著名医師による解説が無料で読めます
すると翻訳の精度が向上します
公開された細菌23SリボソームRNA配列が整列し、隣接する普遍的に保存された領域が非常に多様な領域を探しました。戦略的に配置された保存された領域では、ポリメラーゼ連鎖反応(PCR)とシーケンスに適した6つのオリゴヌクレオチドが設計され、最も多様な23S RRNA領域の4つの高速シーケンスが可能になりました。他の2つのプライマーが、ほぼ完全な23S rRNA遺伝子のPCR増幅用に設計されました。これらすべてのプライマーは、7つの無関係な細菌から23S rRNA遺伝子の断片を成功裏に増幅しました。4つのプライマーを使用して、Campylobacter jejuni subspの938 bpのシーケンスを決定しました。ジェジュニ。これらの結果は、ここに示されているオリゴヌクレオチド配列が、広範囲の強風種のさまざまな23S rRNA領域のPCR増幅と配列決定に役立つことを示しています。

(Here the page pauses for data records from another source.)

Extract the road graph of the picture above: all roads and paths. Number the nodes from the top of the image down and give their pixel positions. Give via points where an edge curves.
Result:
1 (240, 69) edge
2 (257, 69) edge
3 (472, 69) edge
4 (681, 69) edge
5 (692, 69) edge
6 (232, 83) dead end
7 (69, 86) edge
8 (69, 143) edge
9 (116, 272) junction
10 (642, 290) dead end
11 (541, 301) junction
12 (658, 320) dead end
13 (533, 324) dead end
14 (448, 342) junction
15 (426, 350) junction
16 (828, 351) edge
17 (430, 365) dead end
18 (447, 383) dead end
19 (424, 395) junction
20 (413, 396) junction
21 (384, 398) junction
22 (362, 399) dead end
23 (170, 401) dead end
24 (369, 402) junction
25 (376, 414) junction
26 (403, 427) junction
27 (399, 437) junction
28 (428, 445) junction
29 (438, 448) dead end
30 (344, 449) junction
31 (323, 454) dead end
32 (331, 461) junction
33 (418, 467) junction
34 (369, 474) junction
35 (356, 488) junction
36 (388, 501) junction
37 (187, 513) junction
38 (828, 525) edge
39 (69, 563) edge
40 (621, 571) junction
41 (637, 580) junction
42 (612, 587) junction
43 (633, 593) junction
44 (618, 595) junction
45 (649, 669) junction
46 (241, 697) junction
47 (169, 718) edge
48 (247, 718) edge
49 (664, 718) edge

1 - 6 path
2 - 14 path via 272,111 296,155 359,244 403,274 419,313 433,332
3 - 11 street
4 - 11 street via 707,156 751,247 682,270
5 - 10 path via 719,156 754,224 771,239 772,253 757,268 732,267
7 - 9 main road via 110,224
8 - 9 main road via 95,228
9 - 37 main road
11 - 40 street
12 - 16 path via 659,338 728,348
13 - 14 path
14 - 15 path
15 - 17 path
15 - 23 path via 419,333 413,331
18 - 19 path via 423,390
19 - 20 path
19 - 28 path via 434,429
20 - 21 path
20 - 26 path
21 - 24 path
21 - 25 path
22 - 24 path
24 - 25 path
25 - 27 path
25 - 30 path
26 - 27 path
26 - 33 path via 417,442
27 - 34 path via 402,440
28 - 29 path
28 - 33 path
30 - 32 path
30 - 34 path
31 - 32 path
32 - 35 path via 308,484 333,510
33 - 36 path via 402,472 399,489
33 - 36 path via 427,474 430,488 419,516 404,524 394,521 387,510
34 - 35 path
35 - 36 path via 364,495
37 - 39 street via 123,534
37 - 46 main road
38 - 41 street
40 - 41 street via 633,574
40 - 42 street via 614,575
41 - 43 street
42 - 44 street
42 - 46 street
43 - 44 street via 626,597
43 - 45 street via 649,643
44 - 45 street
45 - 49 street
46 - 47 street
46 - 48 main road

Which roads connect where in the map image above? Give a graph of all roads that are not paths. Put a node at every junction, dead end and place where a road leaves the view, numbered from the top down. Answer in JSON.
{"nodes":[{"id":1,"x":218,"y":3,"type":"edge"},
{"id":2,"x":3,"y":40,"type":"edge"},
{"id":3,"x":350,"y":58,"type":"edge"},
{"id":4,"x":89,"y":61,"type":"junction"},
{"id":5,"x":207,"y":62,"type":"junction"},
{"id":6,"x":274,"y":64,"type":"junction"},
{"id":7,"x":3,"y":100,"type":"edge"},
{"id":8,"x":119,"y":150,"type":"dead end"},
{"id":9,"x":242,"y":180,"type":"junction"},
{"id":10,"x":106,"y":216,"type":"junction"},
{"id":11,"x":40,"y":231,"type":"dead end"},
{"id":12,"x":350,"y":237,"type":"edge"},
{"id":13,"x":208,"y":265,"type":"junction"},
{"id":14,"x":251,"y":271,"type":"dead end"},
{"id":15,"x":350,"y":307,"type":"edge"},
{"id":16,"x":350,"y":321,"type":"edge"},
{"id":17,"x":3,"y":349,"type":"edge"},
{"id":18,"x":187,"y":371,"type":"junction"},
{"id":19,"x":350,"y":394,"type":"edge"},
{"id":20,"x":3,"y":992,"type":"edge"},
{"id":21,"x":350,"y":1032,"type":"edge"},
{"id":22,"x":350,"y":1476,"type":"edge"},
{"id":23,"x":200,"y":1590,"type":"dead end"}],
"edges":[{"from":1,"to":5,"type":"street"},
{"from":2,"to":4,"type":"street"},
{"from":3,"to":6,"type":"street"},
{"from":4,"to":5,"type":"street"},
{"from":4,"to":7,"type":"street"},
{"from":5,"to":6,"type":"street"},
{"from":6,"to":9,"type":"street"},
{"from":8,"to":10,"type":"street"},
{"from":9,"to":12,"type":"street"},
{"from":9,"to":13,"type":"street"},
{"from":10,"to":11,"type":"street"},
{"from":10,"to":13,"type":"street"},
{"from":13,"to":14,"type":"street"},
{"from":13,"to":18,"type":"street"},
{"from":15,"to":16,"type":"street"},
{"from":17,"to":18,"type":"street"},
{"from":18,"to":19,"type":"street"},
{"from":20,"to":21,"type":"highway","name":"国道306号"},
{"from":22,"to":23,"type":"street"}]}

公開された細菌23SリボソームRNA配列が整列し、隣接する普遍的に保存された領域が非常に多様な領域を探しました。戦略的に配置された保存された領域では、ポリメラーゼ連鎖反応(PCR)とシーケンスに適した6つのオリゴヌクレオチドが設計され、最も多様な23S RRNA領域の4つの高速シーケンスが可能になりました。他の2つのプライマーが、ほぼ完全な23S rRNA遺伝子のPCR増幅用に設計されました。これらすべてのプライマーは、7つの無関係な細菌から23S rRNA遺伝子の断片を成功裏に増幅しました。4つのプライマーを使用して、Campylobacter jejuni subspの938 bpのシーケンスを決定しました。ジェジュニ。これらの結果は、ここに示されているオリゴヌクレオチド配列が、広範囲の強風種のさまざまな23S rRNA領域のPCR増幅と配列決定に役立つことを示しています。
Published bacterial 23S ribosomal RNA sequences were aligned, and universally conserved regions flanking highly variable regions were looked for. In strategically positioned conserved regions, six oligonucleotides suitable for polymerase chain reaction (PCR) and sequencing were designed, allowing fast sequencing of four of the most variable 23S rRNA regions. Two other primers were designed for PCR amplification of nearly complete 23S rRNA genes. All these primers successfully amplified fragments of 23S rRNA genes from seven unrelated bacteria. Four primers were used to determine 938 bp of sequence for Campylobacter jejuni subsp. jejuni. These results indicate that the oligonucleotide sequences presented here are useful for PCR amplification and sequence determination of variable 23S rRNA regions for a broad variety of eubacterial species.
医師のための臨床サポートサービス
ヒポクラ x マイナビのご紹介
無料会員登録していただくと、さらに便利で効率的な検索が可能になります。